## Stored items
BEGIN
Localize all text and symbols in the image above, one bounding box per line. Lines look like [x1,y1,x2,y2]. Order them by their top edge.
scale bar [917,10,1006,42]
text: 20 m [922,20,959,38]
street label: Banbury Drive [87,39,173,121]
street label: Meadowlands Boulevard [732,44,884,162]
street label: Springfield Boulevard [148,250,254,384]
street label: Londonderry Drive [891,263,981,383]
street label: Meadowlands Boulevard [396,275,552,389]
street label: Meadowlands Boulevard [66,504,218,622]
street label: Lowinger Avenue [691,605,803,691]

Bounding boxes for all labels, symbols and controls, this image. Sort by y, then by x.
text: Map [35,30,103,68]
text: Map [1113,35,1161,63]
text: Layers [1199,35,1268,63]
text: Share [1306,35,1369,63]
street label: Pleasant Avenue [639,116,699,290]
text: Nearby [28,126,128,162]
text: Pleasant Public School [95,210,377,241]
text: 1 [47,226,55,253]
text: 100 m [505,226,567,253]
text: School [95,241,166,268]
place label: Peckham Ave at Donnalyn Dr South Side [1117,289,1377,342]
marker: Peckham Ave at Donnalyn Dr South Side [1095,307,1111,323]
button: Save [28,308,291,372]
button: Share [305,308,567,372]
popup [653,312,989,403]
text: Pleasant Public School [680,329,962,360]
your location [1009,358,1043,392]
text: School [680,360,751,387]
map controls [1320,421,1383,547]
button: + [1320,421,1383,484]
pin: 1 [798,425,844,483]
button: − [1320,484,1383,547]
END
## Work instructions
Your answer should consist only of the lines from the one with "Bounding boxes for" through the last line of the entries above, retyped exactly.

## The completed task
Bounding boxes for all labels, symbols and controls, this image. Sort by y, then by x.
text: Map [35,30,103,68]
text: Map [1113,35,1161,63]
text: Layers [1199,35,1268,63]
text: Share [1306,35,1369,63]
street label: Pleasant Avenue [639,116,699,290]
text: Nearby [28,126,128,162]
text: Pleasant Public School [95,210,377,241]
text: 1 [47,226,55,253]
text: 100 m [505,226,567,253]
text: School [95,241,166,268]
place label: Peckham Ave at Donnalyn Dr South Side [1117,289,1377,342]
marker: Peckham Ave at Donnalyn Dr South Side [1095,307,1111,323]
button: Save [28,308,291,372]
button: Share [305,308,567,372]
popup [653,312,989,403]
text: Pleasant Public School [680,329,962,360]
your location [1009,358,1043,392]
text: School [680,360,751,387]
map controls [1320,421,1383,547]
button: + [1320,421,1383,484]
pin: 1 [798,425,844,483]
button: − [1320,484,1383,547]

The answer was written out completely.